Deux témoignages qui disent mieux que tout notre espérance, notre avenir : le Thabor nous garantit que l’opacité de notre corps se transformera un jour en lumière. Mais c’est aussi un projecteur pointé sur notre présent; qui met en lumière ce que notre corps est déjà, malgré sa misérable apparence : le temple de l’Esprit Saint.

L'être étonnant que je suis !

Nous voici sans doute au cœur de la révélation qui nous est faite dans l’épisode de la Transfiguration : l’éminente grandeur du corps humain. Essayons de préciser. On a tendance à faire des distinctions qui sont des oppositions. C’est ainsi qu’on distingue, pour les opposer, le corps et l’âme, le « paraître » et l’être. Dans toute la pensée biblique, c’est faux. Le corps n’est pas, pour la Bible, un négligeable appendice de l’être humain ; ni une partie intégrante. L’homme ne possède pas un corps, il est corps.  L’homme biblique est émerveillé par ce corps humain: « Je reconnais le prodige, l’être étonnant que je suis. C’est Toi qui m'as tissé dans le sein de ma mère. Etonnantes sont tes œuvres » (Ps 139). Le corps est destiné à partager, pour l’éternité, la même gloire que l’âme. « Corps et âme seront deux mains jointes en adoration pour l’éternité. » (Ch. Péguy)

De même, la pensée chrétienne ne doit pas opposer le « paraître » et l’être même. Le visage est partie intégrante de la personne humaine ; il est, si l’on peut dire, l’expression de l’âme humaine. Ce n’est pas pour rien que le Christ apparaît transfiguré sur le Thabor. Il est en prière, il parle à son « papa » et son papa lui répond : les disciples entendent ces mots : « mon Fils, que j’ai choisi ». C’est alors que sa « figure » laisse transparaître son être profond, son identité de Fils de Dieu, dans la joie qu’il a d’entendre ces petits mots d’amour venant de son Père..

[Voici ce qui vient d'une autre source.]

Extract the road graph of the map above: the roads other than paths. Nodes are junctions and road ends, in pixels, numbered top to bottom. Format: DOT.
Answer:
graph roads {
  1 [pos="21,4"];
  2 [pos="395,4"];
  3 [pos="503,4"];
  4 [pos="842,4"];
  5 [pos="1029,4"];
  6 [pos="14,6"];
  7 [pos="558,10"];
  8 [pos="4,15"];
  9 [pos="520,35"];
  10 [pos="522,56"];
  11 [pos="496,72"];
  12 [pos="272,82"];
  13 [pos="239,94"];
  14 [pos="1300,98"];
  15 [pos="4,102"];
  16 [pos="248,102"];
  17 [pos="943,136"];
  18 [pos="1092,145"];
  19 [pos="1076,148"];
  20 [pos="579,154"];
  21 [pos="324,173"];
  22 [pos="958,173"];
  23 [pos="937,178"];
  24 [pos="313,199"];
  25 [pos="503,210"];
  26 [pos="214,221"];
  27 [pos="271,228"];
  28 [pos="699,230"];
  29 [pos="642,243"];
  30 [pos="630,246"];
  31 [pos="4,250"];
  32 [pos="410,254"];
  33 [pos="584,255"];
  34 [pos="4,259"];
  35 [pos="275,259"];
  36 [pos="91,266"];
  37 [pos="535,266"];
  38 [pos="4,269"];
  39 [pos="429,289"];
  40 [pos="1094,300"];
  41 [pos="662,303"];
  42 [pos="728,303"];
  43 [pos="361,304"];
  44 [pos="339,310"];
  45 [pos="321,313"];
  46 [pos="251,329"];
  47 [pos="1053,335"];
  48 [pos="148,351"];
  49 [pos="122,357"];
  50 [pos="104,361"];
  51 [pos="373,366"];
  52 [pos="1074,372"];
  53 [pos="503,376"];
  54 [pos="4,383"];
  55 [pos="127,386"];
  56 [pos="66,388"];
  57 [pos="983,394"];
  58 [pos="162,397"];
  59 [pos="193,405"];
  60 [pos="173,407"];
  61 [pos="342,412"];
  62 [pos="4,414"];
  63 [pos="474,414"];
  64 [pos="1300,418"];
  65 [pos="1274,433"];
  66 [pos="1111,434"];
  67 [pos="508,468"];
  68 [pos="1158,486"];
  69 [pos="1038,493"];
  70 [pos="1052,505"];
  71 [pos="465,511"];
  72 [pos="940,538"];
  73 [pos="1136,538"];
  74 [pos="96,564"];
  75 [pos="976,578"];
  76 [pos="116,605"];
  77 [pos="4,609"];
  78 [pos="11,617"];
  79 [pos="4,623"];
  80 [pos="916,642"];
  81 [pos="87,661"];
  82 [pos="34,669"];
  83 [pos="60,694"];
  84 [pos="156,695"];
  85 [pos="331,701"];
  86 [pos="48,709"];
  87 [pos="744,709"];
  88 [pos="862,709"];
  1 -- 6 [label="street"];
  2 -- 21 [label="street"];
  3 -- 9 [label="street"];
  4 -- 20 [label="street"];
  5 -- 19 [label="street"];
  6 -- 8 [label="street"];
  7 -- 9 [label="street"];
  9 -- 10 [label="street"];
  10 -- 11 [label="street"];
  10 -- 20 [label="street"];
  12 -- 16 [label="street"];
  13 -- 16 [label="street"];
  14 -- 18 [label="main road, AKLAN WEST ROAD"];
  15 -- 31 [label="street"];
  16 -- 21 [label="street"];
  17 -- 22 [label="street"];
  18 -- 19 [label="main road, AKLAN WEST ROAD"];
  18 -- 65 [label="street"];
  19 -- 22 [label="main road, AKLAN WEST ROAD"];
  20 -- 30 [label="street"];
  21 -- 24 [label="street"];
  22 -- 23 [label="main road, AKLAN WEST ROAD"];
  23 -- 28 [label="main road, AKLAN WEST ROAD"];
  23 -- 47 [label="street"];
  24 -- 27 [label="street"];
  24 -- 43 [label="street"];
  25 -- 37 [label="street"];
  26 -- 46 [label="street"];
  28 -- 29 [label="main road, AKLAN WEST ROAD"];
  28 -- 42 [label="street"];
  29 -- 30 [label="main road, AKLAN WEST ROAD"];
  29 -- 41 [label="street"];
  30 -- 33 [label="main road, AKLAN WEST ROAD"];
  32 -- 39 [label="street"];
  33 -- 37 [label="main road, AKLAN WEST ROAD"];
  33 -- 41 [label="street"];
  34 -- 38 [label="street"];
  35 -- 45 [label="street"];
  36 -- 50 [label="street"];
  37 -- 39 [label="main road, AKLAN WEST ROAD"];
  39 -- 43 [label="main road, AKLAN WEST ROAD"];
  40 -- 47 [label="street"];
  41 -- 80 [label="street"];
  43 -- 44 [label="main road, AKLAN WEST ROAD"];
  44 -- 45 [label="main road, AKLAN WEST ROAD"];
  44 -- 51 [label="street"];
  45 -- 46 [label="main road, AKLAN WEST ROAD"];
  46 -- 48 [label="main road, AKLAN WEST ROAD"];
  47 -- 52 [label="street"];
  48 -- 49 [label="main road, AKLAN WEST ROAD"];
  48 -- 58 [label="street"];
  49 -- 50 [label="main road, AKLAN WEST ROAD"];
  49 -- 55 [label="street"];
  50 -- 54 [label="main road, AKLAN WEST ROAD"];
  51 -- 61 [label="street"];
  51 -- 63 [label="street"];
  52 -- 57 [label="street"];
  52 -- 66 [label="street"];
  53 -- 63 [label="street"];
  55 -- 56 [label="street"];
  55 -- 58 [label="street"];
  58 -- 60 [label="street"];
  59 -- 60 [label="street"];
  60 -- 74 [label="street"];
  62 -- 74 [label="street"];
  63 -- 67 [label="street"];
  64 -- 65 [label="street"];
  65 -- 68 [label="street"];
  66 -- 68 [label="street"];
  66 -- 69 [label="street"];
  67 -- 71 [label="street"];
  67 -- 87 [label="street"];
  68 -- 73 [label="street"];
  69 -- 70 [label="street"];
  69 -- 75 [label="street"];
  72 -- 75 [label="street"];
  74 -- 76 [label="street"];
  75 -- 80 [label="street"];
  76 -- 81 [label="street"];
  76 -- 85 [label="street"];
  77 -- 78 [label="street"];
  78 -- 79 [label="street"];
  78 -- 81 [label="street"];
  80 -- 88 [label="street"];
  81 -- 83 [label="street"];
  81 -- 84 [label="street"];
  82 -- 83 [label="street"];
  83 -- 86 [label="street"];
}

Mais ceux qui souffrent ? Ceux qui doivent assister à la « défiguration » de leur propre corps ou de celui d’un être cher ? Ce message de la Transfiguration est peut-être pour eux le message le plus réconfortant : « Il transformera nos pauvres corps à l’image de son corps glorieux ». Corps humiliés dans la maladie et dans la mort seront rachetés. Jésus, lui aussi, sera bientôt « défiguré » dans la passion, mais il ressuscitera avec son corps glorieux, ce corps avec lequel il vivra pour l’éternité et que nous retrouverons après la mort, comme le dit notre propre foi.